WKEY-FM (93.7 MHz) is a radio station located in Key West, Florida, United States. It is owned by Radio One Key West, LLC, and broadcasts a yacht rock format known as Key 93.

History
The station went on the air as WKRY on 93.5 MHz on November 17, 1985; by 1989, it was an easy listening station with 20 hours of jazz music and 8 hours of classical music a week. On November 23, 1999, the station changed its call sign to the current WKEY-FM. On June 8, 2011, WKEY-FM changed formats to oldies, branded as "True Oldies". The station was moved to 93.7 MHz in 2013 as a contingency of relocating 104.3 MHz from West Palm Beach south toward the Miami market.

In 2016, Jonathan Smith's Choice Radio Keys Corporation, who acquired it in 2016. By that time, it was operating as part of a regional simulcast with WGMX and WKEZ-FM, known as "The Mix". The station then changed to classic hits as "Mix 93.7" on April 1, 2017. Due to an inability to pay outstanding debts, the company assigned the licenses of those stations and AM outlet WFFG to a trustee on June 4, 2018, to be sold for the benefit of creditors.

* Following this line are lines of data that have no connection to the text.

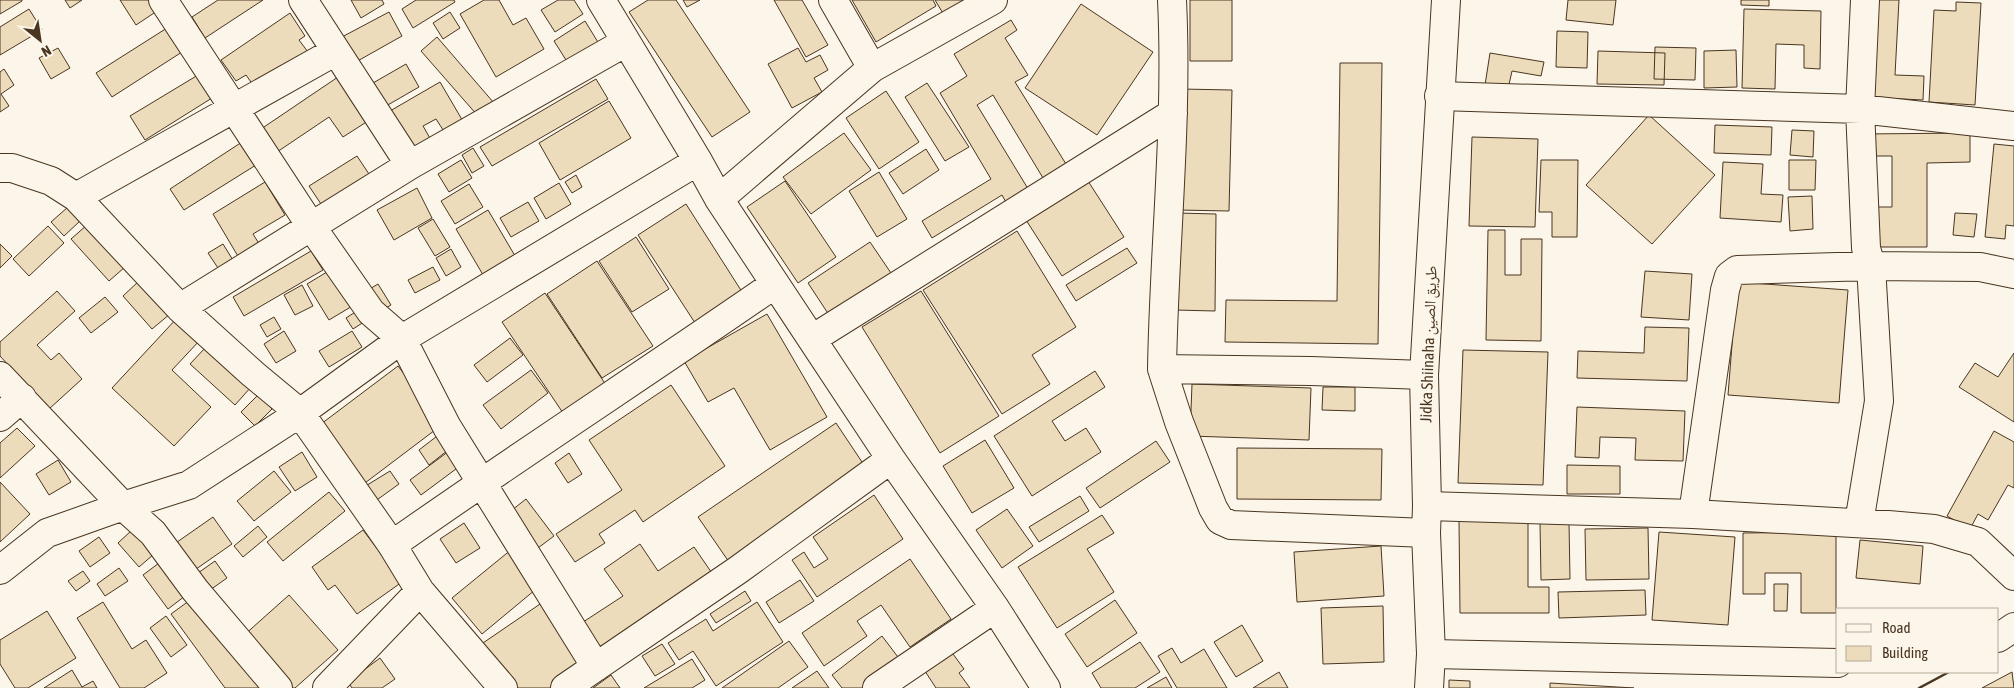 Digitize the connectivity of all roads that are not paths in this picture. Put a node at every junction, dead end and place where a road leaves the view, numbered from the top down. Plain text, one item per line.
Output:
1 (163, 0) edge
2 (303, 0) edge
3 (602, 0) edge
4 (833, 0) edge
5 (993, 0) edge
6 (1172, 0) edge
7 (1446, 0) edge
8 (1864, 0) edge
9 (626, 42) junction
10 (336, 51) junction
11 (872, 68) junction
12 (1439, 96) junction
13 (1860, 108) junction
14 (236, 109) junction
15 (1173, 113) junction
16 (2014, 126) edge
17 (698, 161) junction
18 (410, 165) junction
19 (0, 168) edge
20 (76, 197) junction
21 (719, 199) junction
22 (311, 226) junction
23 (1871, 266) junction
24 (2014, 274) edge
25 (776, 284) junction
26 (180, 308) junction
27 (402, 339) junction
28 (812, 339) junction
29 (1162, 370) junction
30 (1424, 375) junction
31 (0, 376) edge
32 (22, 398) junction
33 (300, 413) junction
34 (0, 417) edge
35 (891, 459) junction
36 (480, 482) junction
37 (123, 506) junction
38 (1427, 506) junction
39 (1693, 514) junction
40 (1859, 523) junction
41 (1426, 532) junction
42 (392, 545) junction
43 (0, 570) edge
44 (2014, 576) edge
45 (420, 591) junction
46 (995, 608) junction
47 (2014, 627) edge
48 (1999, 637) edge
49 (1431, 654) junction
50 (1836, 663) edge
51 (596, 667) junction
52 (278, 688) edge
53 (327, 688) edge
54 (502, 688) edge
55 (565, 688) edge
56 (877, 688) edge
57 (1046, 688) edge
58 (1430, 688) edge

1 - 14 street
2 - 10 street
3 - 9 street
4 - 11 street
5 - 11 street
6 - 15 street
7 - 12 street, Jidka Shiinaha طريق الصين
8 - 13 street
9 - 17 street
9 - 18 street
10 - 14 street
10 - 18 street
11 - 21 street
12 - 13 street
12 - 30 street, Jidka Shiinaha طريق الصين
13 - 16 street
13 - 23 street
14 - 20 street
14 - 22 street
15 - 28 street
15 - 29 street
17 - 21 street
17 - 27 street
18 - 22 street
19 - 20 street
20 - 26 street
21 - 25 street
22 - 26 street
22 - 27 street
23 - 24 street
23 - 39 street
23 - 40 street
25 - 28 street
25 - 36 street
26 - 33 street
27 - 33 street
27 - 36 street
28 - 35 street
29 - 30 street
29 - 41 street
30 - 38 street, Jidka Shiinaha طريق الصين
31 - 32 street
32 - 34 street
32 - 37 street
33 - 37 street
33 - 42 street
35 - 46 street
35 - 51 street
36 - 42 street
36 - 51 street
37 - 43 street
37 - 52 street
38 - 39 street
38 - 41 street, Jidka Shiinaha طريق الصين
39 - 40 street
40 - 44 street
41 - 49 street, Jidka Shiinaha طريق الصين
42 - 45 street
45 - 53 street
45 - 54 street
46 - 56 street
46 - 57 street
47 - 48 street
49 - 50 street
49 - 58 street, Jidka Shiinaha طريق الصين
51 - 55 street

Effective November 4, 2020, the trustee sold WKEY-FM to Spottswood Partners II, Ltd., for $15,000 and the cancellation of a lease valued at $85,899. The station had been off the air since March 2020, with the trustee citing needed tower work. On January 8, 2021, WKEY-FM resumed broadcasting, branded as "93.7 NRG", a new non-stop dance and disco music format created by NRG Media of Florida, which leased the station from Spottswood.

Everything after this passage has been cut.